トンネルよりこちらが風情があっていいだろうとなんの気なしにトンネル横の道に入り、表示に従いトンネルの上を通って山道をくもの巣を払いつつ進みました。途中大きな蟹がぞろぞろあるいていました。
「今昔物語集・巻十六・山城国女人依観音助遁蛇難語第十六 」などでは蟹満寺の縁起として観音信者の娘を蟹が大蛇から守る話がでてきます。蟹は子を抱いて育てるところなどから古来霊的な生き物とされています。昔生家の寺の裏山に小さい沢蟹がいて子供心にこんな山奥にどうして蟹がいるのかと不思議だったのを思い出したりしました。
この遍路道の蟹達も何となく行き倒れた無数の遍路の霊のような気がして思わず亡者を成仏させる光明真言を唱えていました。(参考、光明真言は「おんあぼきゃべ いろしゃのう まか ぼだらまに はんどま じんばら はらばりたや うん」です。光明真言和讃には「帰命頂礼大潅頂、光明真言功徳力、諸仏菩薩の光明を二十三字に蔵めたり、『おん』の一字を唱うれば、三世の仏にことごとく香華燈明飯食の供養の功徳具われり『あぼきゃ』と唱うる功力には、諸仏諸菩薩もろともに二世の求願をかなえしめ、衆生を救け給うなり、『べいろしゃのう』と唱うれば、唱うる我等が其のままに、大日如来の御身にて説法し給う姿なり、『まかぼだら』の大印(だいいん)は、生仏不二と印可して、一切衆生をことごとく、菩提の道にぞ入れ給う、『まに』の宝珠の利益には、此世をかけて未来まで、福寿意(こころ)の如くにて、大安楽の身とぞなる。『はんどま』唱うるその人はいかなる罪も消滅し、華の台に招かれて、心の蓮を開くなり『じんばら』唱うる光明に無明変じて明となり、数多の我等を摂取して有縁の浄土に安(お)き給う。『はらばりたや』を唱うれば、万の願望成就して、仏も我等も隔てなき、神通自在の身を得べし、『うん』字を唱うる功力には、罪障深きわれわれが、造りし地獄も破られて、忽ち浄土と成りぬべし、亡者のために呪を誦じて、土砂をば加持し回向せば、悪趣に迷う精霊も速得解脱と説きたまう、真言醍醐の妙教は、余教超過の御法にて、無辺の功徳具われり説くともいかで尽くすべき、南無大師遍照尊、南無大師遍照尊、南無大師遍照尊」)とあります。)
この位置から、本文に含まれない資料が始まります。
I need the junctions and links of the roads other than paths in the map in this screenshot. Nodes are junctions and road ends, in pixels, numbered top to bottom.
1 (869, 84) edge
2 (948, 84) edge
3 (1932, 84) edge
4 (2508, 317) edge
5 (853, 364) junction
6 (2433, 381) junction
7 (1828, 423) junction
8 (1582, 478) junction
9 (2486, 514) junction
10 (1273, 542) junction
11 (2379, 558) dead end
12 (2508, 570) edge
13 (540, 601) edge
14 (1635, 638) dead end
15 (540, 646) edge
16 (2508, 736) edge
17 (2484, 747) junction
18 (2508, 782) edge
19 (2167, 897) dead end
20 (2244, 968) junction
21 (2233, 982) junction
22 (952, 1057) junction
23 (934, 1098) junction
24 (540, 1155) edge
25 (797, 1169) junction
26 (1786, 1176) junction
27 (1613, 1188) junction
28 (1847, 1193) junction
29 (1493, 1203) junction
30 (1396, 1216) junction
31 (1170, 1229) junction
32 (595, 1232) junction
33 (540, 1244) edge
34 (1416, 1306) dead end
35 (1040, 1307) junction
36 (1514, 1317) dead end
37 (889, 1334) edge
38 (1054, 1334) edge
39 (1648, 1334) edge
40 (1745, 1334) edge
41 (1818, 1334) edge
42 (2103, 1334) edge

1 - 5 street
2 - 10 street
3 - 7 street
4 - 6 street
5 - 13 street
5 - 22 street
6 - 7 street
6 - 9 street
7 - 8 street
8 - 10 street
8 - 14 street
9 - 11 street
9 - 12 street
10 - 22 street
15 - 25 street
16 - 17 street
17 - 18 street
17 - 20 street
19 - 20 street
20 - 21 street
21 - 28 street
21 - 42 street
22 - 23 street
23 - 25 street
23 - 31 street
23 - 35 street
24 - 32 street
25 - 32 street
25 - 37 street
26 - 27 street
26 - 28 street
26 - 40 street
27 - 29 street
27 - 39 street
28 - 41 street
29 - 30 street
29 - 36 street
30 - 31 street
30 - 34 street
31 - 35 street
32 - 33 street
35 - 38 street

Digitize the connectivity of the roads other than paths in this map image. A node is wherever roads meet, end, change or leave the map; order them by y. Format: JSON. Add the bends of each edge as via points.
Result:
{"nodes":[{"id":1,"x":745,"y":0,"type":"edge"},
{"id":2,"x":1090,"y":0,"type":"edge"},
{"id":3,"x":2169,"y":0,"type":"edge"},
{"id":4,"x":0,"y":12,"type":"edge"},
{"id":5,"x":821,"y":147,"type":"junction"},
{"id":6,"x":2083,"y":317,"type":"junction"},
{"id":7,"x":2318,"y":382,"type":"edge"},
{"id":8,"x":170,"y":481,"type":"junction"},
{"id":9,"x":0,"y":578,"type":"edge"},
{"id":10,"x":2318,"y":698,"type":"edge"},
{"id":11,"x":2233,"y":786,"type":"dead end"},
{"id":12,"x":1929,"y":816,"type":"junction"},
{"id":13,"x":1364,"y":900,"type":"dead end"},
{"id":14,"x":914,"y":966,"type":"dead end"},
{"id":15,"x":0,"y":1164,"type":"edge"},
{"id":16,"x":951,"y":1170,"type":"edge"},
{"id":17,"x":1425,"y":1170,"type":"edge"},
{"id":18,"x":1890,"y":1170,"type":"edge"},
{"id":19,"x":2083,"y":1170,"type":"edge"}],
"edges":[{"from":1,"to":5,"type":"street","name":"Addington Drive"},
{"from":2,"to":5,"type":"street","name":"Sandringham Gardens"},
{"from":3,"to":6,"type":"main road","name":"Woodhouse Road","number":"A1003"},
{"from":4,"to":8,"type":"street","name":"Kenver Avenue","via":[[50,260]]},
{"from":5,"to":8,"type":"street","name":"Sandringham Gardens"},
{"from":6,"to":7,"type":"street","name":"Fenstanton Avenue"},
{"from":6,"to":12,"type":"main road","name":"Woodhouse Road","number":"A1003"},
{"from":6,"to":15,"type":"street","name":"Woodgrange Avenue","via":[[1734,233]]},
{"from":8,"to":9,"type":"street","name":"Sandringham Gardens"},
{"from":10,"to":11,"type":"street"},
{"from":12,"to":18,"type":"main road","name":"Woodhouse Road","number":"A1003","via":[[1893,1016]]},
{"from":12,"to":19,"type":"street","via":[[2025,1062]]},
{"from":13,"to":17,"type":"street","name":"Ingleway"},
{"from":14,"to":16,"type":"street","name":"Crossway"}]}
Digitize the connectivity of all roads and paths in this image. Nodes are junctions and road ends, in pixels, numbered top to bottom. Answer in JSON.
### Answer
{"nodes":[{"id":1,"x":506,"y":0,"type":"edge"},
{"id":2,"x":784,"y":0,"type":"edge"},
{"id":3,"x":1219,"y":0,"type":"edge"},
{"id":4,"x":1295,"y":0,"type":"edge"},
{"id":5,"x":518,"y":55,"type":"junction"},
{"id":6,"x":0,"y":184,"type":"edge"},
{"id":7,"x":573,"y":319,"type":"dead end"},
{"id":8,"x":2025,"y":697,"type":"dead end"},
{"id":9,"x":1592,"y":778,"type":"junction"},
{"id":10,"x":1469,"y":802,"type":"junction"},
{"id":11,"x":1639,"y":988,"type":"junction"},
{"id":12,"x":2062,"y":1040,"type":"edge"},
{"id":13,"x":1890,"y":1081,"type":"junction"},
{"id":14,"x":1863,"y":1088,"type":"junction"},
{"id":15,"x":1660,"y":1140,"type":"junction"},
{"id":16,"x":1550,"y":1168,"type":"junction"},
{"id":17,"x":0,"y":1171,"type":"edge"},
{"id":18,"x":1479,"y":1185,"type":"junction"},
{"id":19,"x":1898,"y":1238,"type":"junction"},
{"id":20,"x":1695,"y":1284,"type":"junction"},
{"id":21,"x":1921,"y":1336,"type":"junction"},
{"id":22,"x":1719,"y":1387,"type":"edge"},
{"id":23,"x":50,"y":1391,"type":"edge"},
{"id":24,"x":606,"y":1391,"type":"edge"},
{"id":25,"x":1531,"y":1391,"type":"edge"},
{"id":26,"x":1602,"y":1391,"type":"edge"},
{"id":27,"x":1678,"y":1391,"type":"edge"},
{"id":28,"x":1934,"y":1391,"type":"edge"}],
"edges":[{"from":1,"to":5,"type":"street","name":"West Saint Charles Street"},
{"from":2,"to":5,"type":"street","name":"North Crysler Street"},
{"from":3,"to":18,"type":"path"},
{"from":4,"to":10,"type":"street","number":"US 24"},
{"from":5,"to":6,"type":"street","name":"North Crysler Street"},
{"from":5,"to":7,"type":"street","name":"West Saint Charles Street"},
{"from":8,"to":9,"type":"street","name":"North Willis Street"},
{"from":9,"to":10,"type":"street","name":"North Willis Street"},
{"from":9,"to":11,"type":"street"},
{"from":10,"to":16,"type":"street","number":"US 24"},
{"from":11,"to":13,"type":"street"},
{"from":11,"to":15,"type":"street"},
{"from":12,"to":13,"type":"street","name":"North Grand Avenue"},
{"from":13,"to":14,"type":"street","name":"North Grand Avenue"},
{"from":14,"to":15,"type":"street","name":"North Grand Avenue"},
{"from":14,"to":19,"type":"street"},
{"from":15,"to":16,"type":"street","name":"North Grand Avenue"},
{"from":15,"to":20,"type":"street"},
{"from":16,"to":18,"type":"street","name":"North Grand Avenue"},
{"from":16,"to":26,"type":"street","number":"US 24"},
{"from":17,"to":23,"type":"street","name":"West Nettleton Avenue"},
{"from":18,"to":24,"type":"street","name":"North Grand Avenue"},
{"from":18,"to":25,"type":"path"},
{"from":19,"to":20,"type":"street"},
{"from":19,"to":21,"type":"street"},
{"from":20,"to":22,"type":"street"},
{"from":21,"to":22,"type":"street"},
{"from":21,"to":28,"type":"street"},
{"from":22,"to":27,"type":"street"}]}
なおもいくと海の方に向けて矢印がありそれにしたがって歩いていると、突然道が途絶えました。大波でさらわれたか地震で崩れたかしたらしく10数メートルはあろうかと思われるはるか下の海岸まで切り立った崖になっているのです。
ここで引き返せばよかったのですがお遍路は来た道を引き返すということが心理的にできないのです。1キロ以上はあるいて来たものですから引き返せなくてそのまま松の木の根っこにつかまり海岸までズルズルと下りてしまいました。海岸は岩ばかりで奥まった所に波が運んできた大きなゴミの堆積物がありました。このゴミの山の辺りに何とも言えない不気味な気配を感じます。 こんな不気味な気持ちは初めてです。
遍路道が途絶え仕方なく崖を降りて海辺に出ましたが、岩ばかりで標識などあるわけがありません。岩の間を這うようにして前にすすみます。しかし行けども行けども海と岩ばかり。暗い灰色の海からはドドーンと絶えず山のような波が打ち寄せます。そうしているうち突然原因不明の呼吸困難に陥り、岩の間にかがみこまざるをえなくなりました。 なぜかまったく息ができなくなりました。必死に息を吸い込もうとしますが吸えません。肺が詰まってしまったような感覚です。息が出来ないまま岩の上にうつぶせにならざるを得ません。是で死ぬのかなと思いました。相当な時間が経ったような気がします。寄せくる灰色の大波を見ながら、なぜか太平洋戦争で潜水艦で戦死した叔父のことが突然頭をよぎりました。遠い南洋の海中で息ができず溺死したときは、さぞかし寂しく、苦しく無念だったろうと思いました。大波をみながら自分も自宅から遥かに離れたこんなところで窒息死するのだという恐怖心が頭をよぎります。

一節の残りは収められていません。